Project: Shaping the brain with electricity. Modulating cortical excitability and plasticity with transcranial random noise stimulation
Full text of the dissertation book can be downloaded from:

Abstract: The development of new technologies, such as non-invasive brain stimulation (NIBS) methods, has become a new frontier in cognitive neuroscience.
Transcranial electrical stimulation (tES) has recently established its role as a promising tool for influencing brain functions, and even for enhancing cognitive, perceptual or motor performances, with potential benefits for pathological conditions. Interest has raised in transcranial random noise stimulation (tRNS), which consists in the application of alternating current over the cortex at random frequencies.
This thesis concentrates on the investigation of tRNS as a technique to boost brain functioning and to promote plastic effects. In particular, the focus is to investigate the neural plasticity of the human brain using tRNS independently and combined with behavioural training.
The first study concentrates on tRNS effect of the high-frequency band on primary motor cortex (M1) excitability. The results suggest that a wide range, compared to the reduced frequency bands, is required to induce a cortical excitability increase.

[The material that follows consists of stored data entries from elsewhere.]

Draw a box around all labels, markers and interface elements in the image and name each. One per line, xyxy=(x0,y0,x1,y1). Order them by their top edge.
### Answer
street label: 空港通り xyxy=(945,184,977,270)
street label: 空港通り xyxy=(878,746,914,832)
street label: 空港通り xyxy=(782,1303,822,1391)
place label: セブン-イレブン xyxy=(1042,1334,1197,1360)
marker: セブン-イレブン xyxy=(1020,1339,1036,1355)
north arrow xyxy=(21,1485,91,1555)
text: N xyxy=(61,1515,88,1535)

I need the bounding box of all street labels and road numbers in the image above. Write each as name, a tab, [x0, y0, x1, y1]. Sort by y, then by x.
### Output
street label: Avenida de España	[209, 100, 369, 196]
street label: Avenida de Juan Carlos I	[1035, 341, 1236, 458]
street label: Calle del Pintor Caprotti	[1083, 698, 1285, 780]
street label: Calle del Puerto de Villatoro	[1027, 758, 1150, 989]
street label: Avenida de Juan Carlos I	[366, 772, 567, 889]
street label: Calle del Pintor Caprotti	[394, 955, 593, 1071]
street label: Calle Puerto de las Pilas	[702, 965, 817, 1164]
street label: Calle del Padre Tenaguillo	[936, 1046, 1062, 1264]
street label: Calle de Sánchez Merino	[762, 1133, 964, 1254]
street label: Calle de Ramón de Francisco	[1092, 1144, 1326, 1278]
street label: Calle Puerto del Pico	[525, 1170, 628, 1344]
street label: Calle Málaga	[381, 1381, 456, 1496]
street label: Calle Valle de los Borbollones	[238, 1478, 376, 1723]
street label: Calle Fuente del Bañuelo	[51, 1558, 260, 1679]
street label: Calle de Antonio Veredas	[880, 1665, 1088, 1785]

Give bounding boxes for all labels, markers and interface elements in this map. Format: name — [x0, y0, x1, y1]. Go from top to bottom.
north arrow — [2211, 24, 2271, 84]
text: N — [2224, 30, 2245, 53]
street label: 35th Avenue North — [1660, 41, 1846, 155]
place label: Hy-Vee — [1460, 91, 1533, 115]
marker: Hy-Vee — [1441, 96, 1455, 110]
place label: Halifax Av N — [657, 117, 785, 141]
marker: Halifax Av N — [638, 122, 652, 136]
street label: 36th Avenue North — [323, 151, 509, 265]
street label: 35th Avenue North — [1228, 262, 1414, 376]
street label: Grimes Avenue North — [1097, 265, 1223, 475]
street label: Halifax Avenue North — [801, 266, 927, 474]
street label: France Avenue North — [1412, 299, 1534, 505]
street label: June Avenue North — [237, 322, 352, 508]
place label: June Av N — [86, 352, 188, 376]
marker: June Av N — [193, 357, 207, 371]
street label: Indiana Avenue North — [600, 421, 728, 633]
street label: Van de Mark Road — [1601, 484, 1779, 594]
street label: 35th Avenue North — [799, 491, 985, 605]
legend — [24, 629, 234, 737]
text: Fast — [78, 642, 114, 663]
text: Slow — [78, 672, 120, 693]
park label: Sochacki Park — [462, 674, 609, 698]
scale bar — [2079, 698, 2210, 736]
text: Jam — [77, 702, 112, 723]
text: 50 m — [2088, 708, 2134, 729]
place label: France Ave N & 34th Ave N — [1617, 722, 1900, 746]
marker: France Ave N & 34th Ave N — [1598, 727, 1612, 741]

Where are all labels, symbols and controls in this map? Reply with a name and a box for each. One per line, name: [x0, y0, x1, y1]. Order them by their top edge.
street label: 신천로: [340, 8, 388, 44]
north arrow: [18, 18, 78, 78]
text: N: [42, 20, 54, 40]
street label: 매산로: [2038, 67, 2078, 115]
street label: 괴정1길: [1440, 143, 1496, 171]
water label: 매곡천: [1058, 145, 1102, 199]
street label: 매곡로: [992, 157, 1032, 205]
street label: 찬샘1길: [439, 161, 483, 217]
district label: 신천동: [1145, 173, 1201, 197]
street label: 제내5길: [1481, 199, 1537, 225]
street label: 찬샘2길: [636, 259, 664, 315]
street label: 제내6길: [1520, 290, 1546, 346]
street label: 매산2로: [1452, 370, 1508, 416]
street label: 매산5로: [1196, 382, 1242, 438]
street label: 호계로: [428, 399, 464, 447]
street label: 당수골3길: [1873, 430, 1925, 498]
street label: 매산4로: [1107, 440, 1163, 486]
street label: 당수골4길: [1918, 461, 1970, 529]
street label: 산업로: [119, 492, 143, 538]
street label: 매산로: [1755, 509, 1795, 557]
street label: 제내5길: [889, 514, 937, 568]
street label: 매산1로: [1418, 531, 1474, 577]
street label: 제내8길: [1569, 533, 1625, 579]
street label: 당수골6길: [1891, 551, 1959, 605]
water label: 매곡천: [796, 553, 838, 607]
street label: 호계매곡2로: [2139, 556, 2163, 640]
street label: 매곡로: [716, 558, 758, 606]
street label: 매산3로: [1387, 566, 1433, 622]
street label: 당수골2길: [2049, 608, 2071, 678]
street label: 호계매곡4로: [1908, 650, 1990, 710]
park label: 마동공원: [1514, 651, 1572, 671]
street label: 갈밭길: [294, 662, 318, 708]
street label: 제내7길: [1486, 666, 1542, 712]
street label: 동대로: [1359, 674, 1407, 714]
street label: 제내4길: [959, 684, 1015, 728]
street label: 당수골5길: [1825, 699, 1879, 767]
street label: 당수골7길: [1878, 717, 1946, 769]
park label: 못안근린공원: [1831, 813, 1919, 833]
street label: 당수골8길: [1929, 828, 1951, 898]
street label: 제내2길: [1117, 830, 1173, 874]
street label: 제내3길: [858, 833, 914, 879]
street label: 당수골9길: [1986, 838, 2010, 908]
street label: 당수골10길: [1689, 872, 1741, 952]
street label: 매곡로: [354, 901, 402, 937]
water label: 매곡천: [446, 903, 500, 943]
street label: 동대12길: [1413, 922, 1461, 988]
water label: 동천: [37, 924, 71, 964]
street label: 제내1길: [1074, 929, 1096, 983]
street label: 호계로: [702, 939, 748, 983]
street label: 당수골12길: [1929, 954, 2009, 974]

The second study describes an innovative experimental protocol consisting of tRNS coupled with perceptual training aimed to improve visual function in patients with amblyopia. By combining eight sessions of hf-tRNS with a lateral masking training, a general improvement in contrast sensitivity has been obtained and tRNS has been shown useful to improve visual acuity compared to sham stimulation.
The third study involved, in addition to tRNS, an exergame training (physical exercise combined with a videogame) chosen as a potential training tool for healthy young adults to improve the motor response speed and the response time when inhibition is required. The protocol consists of eight sessions of motor and cognitive training associated with the activation of the prefrontal cortex activation (PFC), the target area. Interestingly, the exergame training led to an improvement of simple reaction time, while the tRNS showed its efficacy in a higher demanding task, the Go/NoGo, with faster performance in go trials.
This manuscript aims to contribute to the understanding of the mechanisms of action of tRNS in modulating neural excitability and boosting brain plasticity and offers new insights into the combined approach of tRNS and behavioural training.
Future directions include creating well-calibrated protocols exploiting NIBS and behavioural training, in order to improve, compensate and recovery our abilities toward new perspective of treatment.